El Credo coloca todo el Rosario bajo el horizonte de la fe cristiana. La contemplación de los misterios no constituye una devoción aislada, sino un recorrido por la obra de Dios Padre realizada en Cristo y comunicada por el Espíritu Santo.
El padrenuestro
En cada cuenta grande se reza el padrenuestro:
Padre nuestro, que estás en el cielo,
santificado sea tu Nombre;
venga a nosotros tu reino;
hágase tu voluntad en la tierra como en el cielo.
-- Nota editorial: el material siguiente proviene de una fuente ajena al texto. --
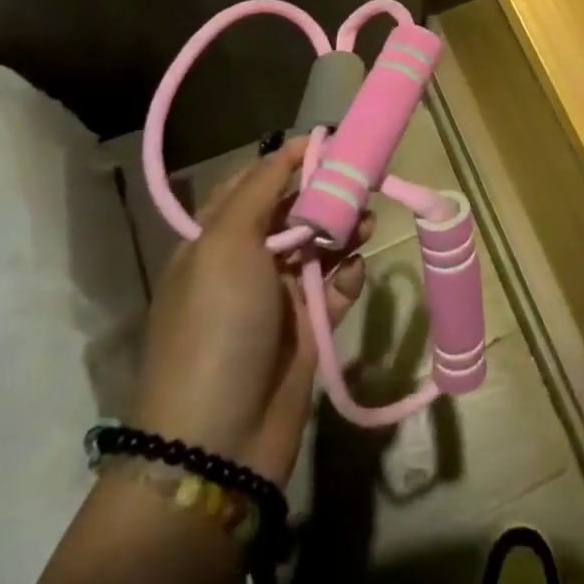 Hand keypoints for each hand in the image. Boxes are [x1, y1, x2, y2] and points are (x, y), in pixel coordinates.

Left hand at [127, 138, 369, 484]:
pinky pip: (335, 289)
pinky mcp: (306, 330)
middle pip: (293, 212)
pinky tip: (356, 273)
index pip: (254, 183)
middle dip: (326, 193)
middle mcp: (245, 264)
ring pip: (319, 246)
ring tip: (367, 224)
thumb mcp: (225, 244)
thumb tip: (290, 146)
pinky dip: (348, 276)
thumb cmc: (217, 326)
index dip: (289, 160)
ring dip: (344, 230)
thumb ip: (260, 189)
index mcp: (215, 240)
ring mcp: (277, 299)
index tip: (331, 142)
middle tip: (362, 182)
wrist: (218, 440) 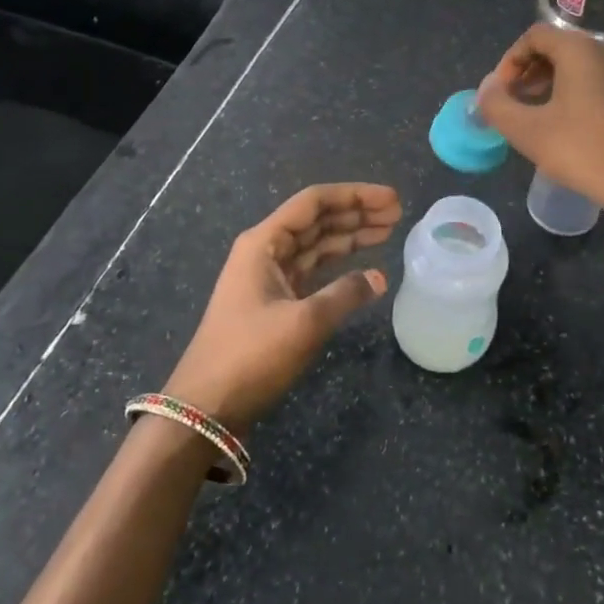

Danos hoy nuestro pan de cada día;
perdona nuestras ofensas,
como también nosotros perdonamos a los que nos ofenden;
no nos dejes caer en la tentación,
y líbranos del mal.
Amén.
El padrenuestro introduce cada decena. La oración que Jesús enseñó a sus discípulos orienta las peticiones hacia la gloria de Dios, la llegada de su Reino, el cumplimiento de su voluntad, el sustento diario, el perdón y la liberación del mal. La tradición del Rosario sitúa el padrenuestro antes de las diez avemarías de cada misterio.,
El avemaría
En cada cuenta pequeña se reza un avemaría:
Dios te salve, María,
llena eres de gracia,
el Señor es contigo.
Bendita tú eres entre todas las mujeres,
y bendito es el fruto de tu vientre, Jesús.
Santa María, Madre de Dios,
ruega por nosotros, pecadores,
ahora y en la hora de nuestra muerte.
Amén.
La primera parte del avemaría recoge el saludo del ángel Gabriel y la felicitación de Isabel a María. La segunda parte pide la intercesión de la Madre de Dios para los pecadores, tanto en el momento presente como en la hora de la muerte.
El Rosario repite diez veces el avemaría en cada decena. Esta repetición no pretende multiplicar palabras de forma vacía, sino crear un ritmo que permita fijar la atención en el misterio de Cristo. El orante pronuncia las palabras mientras contempla interiormente un acontecimiento evangélico.
El gloria
Al terminar cada decena, se reza el gloria:
Gloria al Padre, y al Hijo,
y al Espíritu Santo.
Como era en el principio,
ahora y siempre,
por los siglos de los siglos.
Amén.
El gloria devuelve la oración a su fuente y a su finalidad: la alabanza de la Santísima Trinidad. Después de contemplar cada misterio, el orante glorifica al Padre, al Hijo y al Espíritu Santo.